FV3-GFS v. GFS—A comparison of real forecasts

On June 12, the GFS will be updated to the new FV3-GFS, which promises to be a big improvement in global forecasting.  We have been following the winds off the coast of Queensland, Australia in a real world example of needing the best possible long-range forecast. See Tools for Crucial Weather Routing: With an ongoing comparison of GFS and FV3-GFS. This note here is a summary of those results, which we can do now that we know what the winds turned out to be.

We started with a 90h forecast, using Friday May 31 at 12z as our test case.  

The boat was travelling at about 1.5 kts at the time, so the location did not effectively change relative to ocean wind patterns. But we see that at that location, the wind did indeed change a lot with time, so we stick with our 12z reference. Below are the winds for that day and location. 

Observed wind from Emerson on Fri May 31 located 154 nmi from Cairns, in direction 123T.
   
    00z to 08z  12 @ 070
   
    08z to 14z 20 @ 130-140
   
    14z  to 20z 15 @ 130-140
   
    20z  to 00z 20 @ 130-140

This location is 10h ahead of UTC, so the local times are 10h later than those shown.

Here is a summary of the results, keeping in mind the right answer is SE 20.

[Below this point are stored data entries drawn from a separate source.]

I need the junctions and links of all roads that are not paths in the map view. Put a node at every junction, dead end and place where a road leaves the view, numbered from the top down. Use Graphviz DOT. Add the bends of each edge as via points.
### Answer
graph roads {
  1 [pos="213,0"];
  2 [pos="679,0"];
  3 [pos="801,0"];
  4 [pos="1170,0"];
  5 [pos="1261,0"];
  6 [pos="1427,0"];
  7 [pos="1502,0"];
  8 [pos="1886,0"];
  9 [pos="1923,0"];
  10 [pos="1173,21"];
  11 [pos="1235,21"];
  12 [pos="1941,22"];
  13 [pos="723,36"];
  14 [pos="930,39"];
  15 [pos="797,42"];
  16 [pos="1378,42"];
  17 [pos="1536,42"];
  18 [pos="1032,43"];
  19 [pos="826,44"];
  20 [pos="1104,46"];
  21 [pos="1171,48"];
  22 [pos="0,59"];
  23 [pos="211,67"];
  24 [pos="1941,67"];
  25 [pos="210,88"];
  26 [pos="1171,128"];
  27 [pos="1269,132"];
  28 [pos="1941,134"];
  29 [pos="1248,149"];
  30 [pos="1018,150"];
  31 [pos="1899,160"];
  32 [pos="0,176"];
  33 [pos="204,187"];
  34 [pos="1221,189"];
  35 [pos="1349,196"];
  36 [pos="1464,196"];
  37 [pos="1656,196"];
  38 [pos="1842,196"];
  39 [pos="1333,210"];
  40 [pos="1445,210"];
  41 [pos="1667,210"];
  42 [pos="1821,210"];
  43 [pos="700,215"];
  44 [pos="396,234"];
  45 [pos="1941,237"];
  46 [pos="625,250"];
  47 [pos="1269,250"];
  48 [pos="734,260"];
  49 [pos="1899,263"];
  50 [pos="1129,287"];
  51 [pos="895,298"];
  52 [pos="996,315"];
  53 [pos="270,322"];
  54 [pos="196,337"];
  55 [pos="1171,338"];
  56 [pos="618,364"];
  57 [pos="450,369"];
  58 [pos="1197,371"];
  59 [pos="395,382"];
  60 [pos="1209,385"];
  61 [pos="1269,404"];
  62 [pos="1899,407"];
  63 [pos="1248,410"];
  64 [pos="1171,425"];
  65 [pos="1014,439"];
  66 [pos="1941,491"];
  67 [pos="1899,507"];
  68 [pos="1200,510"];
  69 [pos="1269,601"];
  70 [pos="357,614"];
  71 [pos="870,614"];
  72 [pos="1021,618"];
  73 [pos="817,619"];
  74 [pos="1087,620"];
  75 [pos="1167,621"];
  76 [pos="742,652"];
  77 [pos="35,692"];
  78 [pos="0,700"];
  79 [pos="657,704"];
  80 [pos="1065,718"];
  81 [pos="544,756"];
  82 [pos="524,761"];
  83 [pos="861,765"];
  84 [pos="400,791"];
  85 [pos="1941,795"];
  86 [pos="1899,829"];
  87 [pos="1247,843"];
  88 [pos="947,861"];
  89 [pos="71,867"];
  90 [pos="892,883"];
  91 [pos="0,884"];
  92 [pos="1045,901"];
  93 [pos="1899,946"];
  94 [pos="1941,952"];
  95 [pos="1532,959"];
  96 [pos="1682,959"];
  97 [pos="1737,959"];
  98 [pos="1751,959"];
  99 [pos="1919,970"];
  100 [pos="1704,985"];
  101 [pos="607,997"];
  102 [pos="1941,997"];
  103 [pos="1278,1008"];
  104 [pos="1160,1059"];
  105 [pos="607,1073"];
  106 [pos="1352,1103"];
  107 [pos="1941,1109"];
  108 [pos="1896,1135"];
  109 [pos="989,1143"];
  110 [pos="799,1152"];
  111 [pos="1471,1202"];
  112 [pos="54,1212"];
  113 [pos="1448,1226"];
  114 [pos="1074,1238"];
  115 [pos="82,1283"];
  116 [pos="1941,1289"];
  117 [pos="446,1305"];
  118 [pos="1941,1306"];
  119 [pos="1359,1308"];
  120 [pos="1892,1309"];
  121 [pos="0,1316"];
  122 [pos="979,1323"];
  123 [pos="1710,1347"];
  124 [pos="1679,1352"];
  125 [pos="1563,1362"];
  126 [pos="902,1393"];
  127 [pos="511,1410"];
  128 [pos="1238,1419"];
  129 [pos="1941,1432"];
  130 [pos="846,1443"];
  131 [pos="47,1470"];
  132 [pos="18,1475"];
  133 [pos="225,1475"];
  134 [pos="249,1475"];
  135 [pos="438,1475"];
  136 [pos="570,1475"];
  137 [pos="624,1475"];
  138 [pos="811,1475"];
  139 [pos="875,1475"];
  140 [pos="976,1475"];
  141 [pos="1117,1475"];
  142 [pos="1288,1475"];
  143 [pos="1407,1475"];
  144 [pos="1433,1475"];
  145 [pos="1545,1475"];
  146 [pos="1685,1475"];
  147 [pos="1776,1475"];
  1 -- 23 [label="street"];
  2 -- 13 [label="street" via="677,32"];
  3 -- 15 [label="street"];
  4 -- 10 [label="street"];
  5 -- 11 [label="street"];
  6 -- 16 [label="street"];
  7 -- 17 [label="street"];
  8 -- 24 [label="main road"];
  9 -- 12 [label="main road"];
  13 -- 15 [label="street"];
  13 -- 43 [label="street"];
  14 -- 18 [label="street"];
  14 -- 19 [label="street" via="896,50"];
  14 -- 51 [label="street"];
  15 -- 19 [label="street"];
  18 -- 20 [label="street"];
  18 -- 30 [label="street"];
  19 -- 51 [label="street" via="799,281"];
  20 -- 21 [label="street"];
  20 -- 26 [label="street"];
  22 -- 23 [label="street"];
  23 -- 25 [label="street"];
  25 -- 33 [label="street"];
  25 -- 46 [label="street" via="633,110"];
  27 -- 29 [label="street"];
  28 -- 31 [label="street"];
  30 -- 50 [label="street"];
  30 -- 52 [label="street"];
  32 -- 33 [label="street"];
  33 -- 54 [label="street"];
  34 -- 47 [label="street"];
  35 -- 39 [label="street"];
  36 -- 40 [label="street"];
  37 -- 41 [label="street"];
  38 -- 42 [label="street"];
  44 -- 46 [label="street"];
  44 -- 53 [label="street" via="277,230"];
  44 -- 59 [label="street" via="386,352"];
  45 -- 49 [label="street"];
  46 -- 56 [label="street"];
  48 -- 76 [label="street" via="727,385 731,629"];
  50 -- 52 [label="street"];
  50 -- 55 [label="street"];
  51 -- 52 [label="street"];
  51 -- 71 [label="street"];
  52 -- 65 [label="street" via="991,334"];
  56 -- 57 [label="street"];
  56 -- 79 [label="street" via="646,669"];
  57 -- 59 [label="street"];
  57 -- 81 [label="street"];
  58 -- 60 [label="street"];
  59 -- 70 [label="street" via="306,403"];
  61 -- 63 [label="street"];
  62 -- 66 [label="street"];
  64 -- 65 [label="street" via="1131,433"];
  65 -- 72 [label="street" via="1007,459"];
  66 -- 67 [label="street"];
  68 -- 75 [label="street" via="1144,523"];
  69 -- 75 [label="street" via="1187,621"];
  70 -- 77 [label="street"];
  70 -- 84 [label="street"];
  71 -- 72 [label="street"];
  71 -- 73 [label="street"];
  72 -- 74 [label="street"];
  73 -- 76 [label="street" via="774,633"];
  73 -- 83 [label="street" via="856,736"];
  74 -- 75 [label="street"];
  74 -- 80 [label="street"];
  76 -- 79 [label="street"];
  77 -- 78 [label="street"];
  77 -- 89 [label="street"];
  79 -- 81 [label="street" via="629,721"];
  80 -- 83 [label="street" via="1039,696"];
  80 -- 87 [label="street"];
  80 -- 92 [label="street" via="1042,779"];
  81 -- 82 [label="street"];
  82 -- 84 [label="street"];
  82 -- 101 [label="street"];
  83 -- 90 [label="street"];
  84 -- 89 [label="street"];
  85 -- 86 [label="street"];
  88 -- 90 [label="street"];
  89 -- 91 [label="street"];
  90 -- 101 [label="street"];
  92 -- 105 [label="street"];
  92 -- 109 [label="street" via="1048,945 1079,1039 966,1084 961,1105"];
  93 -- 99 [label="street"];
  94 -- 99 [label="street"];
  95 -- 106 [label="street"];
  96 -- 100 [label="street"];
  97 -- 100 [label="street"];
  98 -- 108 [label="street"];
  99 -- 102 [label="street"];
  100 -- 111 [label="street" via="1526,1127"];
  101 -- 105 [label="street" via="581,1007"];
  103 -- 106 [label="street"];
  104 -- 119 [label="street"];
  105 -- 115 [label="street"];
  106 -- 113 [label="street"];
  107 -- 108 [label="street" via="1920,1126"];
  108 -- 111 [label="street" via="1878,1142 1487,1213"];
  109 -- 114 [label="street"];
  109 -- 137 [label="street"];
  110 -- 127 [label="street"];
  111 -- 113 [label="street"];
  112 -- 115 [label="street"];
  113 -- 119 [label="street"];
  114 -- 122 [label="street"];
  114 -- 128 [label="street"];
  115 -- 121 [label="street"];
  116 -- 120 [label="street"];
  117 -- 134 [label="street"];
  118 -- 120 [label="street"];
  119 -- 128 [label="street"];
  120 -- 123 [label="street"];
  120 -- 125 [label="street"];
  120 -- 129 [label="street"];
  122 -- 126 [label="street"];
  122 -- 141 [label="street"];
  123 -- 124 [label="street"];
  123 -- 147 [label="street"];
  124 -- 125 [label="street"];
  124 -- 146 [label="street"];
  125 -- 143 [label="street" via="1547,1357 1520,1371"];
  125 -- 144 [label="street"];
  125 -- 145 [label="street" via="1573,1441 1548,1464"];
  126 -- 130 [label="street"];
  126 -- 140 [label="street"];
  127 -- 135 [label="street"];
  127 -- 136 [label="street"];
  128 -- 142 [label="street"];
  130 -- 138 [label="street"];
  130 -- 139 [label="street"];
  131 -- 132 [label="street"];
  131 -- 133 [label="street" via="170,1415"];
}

It is difficult to see any systematic behavior amongst this data—the meteograms in the original post might help with that.  It was a difficult situation to forecast, because the isobars off the NE coast of AU (Queensland) were affected by a huge ridge about a big High in the Bight at the southside of AU. The isobars moved around as this big high moved, and they were also influenced by fronts to the east of AU.

Except for a poor start on the speed at 90h, the FV3 did overall better than the GFS it will soon replace. That is good news.

We would have to call the Oceanic National Blend of Models as the winner of best extended forecasting. It includes the ECMWF, and after June 12 will likely include the FV3 GFS. 

The meteograms below show how the GFS and FV3 GFS evolved.


After the 90h miss, the FV3 homed in on the speed and held it, despite forecasted oscillations in wind speed, but it had trouble with direction. SE and E are not the same!


The GFS alone did not handle this situation very well.  Missing it at 90h and just getting worse.

Bear in mind that the GFS will be replaced permanently with the FV3 GFS on June 12, about a week from now... so we are in our last chances to make these comparisons.

Each of the individual meteograms is in the original study.